Nova ferramenta da Aurora Energy Research projeta redução de perdas na geração de energia até 2030.
A Aurora Energy Research apresentou uma nova metodologia para analisar o curtailment (cortes de geração de energia) no Brasil. As projeções iniciais, baseadas em um modelo nodal detalhado, indicam uma tendência de queda significativa nesse fenômeno até o final da década.
Atualmente, o curtailment representa um desafio considerável para o sistema elétrico brasileiro, com perdas de geração próximas a 21% em 2025. No entanto, a expectativa é que essa realidade mude.

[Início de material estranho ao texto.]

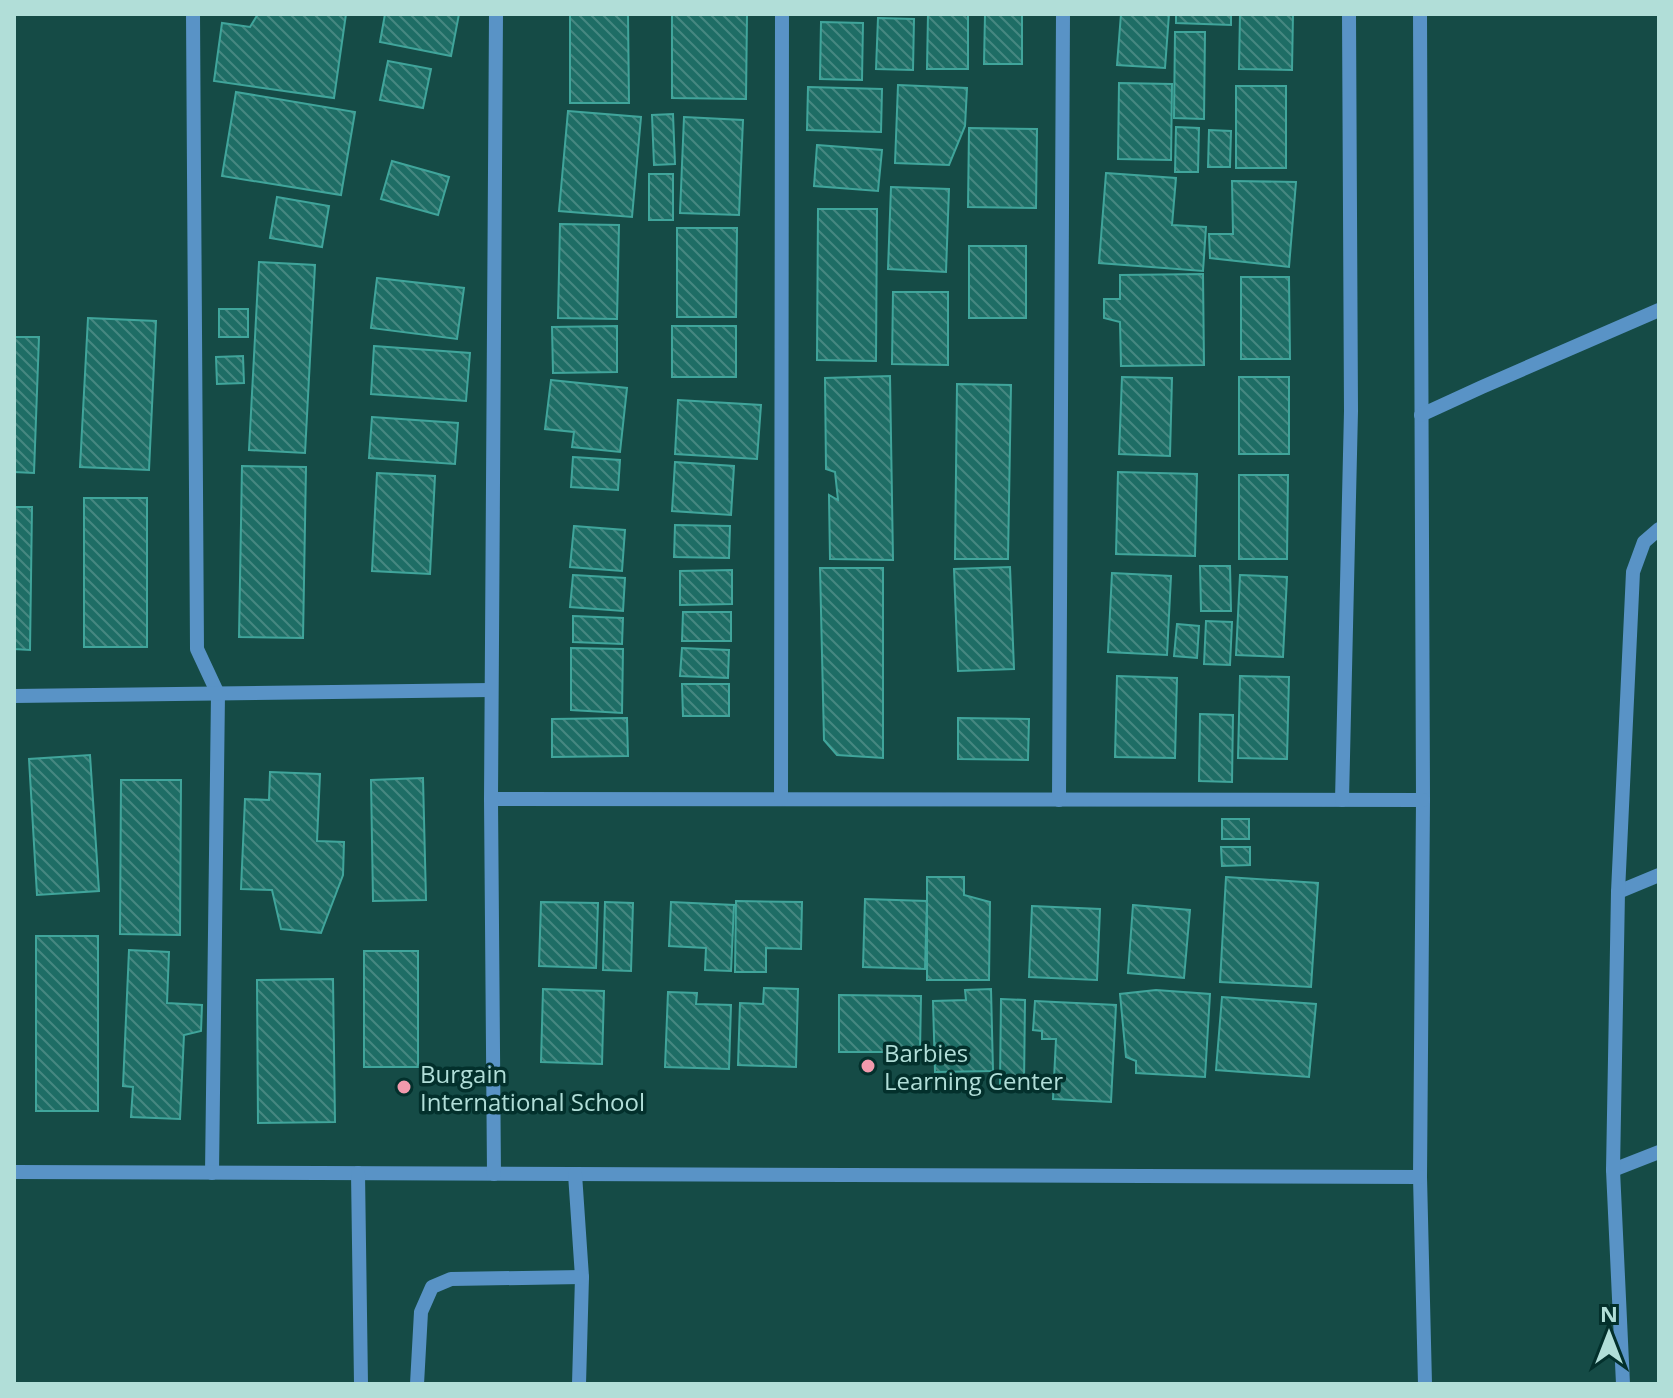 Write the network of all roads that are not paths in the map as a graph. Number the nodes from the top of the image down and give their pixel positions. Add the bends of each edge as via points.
1 (193, 14) edge
2 (496, 14) edge
3 (782, 14) edge
4 (1063, 14) edge
5 (1349, 14) edge
6 (1420, 14) edge
7 (1659, 310) edge
8 (1421, 415) junction
9 (1659, 529) edge
10 (491, 690) junction
11 (218, 694) junction
12 (14, 696) edge
13 (491, 799) junction
14 (781, 799) junction
15 (1059, 800) junction
16 (1342, 800) junction
17 (1423, 800) junction
18 (1659, 875) edge
19 (1618, 892) junction
20 (1659, 1152) edge
21 (1613, 1170) junction
22 (14, 1172) edge
23 (212, 1173) junction
24 (358, 1173) junction
25 (494, 1174) junction
26 (575, 1174) junction
27 (1420, 1177) junction
28 (582, 1277) junction
29 (361, 1384) edge
30 (417, 1384) edge
31 (579, 1384) edge
32 (1425, 1384) edge
33 (1623, 1384) edge

1 - 11 street via 197,649
2 - 10 street
3 - 14 street
4 - 15 street
5 - 16 street via 1351,411
6 - 8 street
7 - 8 street
8 - 17 street
9 - 19 street via 1644,542 1633,572
10 - 11 street
10 - 13 street
11 - 12 street
11 - 23 street
13 - 14 street
13 - 25 street
14 - 15 street
15 - 16 street
16 - 17 street
17 - 27 street
18 - 19 street
19 - 21 street
20 - 21 street
21 - 33 street
22 - 23 street
23 - 24 street
24 - 25 street
24 - 29 street
25 - 26 street
26 - 27 street
26 - 28 street
27 - 32 street
28 - 30 street via 451,1279 432,1287 421,1312
28 - 31 street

A expansão da infraestrutura de transmissão, a incorporação de sistemas de armazenamento em baterias e o aumento da demanda por novas fontes, como data centers e a produção de hidrogênio verde, devem impulsionar uma redução de 8 a 12 pontos percentuais nos cortes até 2030.
O desenvolvimento da nova ferramenta pela Aurora Energy Research foi motivado pela dificuldade do mercado em prever com precisão os cortes de geração em nível de ativo. Essa falta de clareza impacta diretamente investidores e desenvolvedores na precificação de riscos e na definição de estratégias de investimento. O modelo aprimorado permite uma análise mais granular, considerando a complexidade da rede elétrica brasileira e as condições operacionais em tempo real.
Uma mudança estrutural também é esperada na natureza do curtailment. Se hoje as restrições na rede de transmissão são o principal fator, a partir da década de 2030, o excesso de oferta de energia e o balanço entre demanda e geração devem se tornar os principais impulsionadores dos cortes. A expectativa é que, com essas transformações, a distribuição das perdas se torne mais equitativa entre os diversos ativos de geração.
Matheus Dias, Gerente de Projetos da Aurora Energy Research, destaca a dualidade do fenômeno: “No curto prazo, as restrições de rede ainda são um peso relevante. Com as obras de transmissão previstas, esse componente deve diminuir. Por outro lado, o corte energético, ligado ao balanço entre oferta e demanda, ganhará protagonismo após 2030.” A integração de baterias, tanto em nível local quanto sistêmico, será crucial para mitigar esses impactos e garantir o equilíbrio energético do país.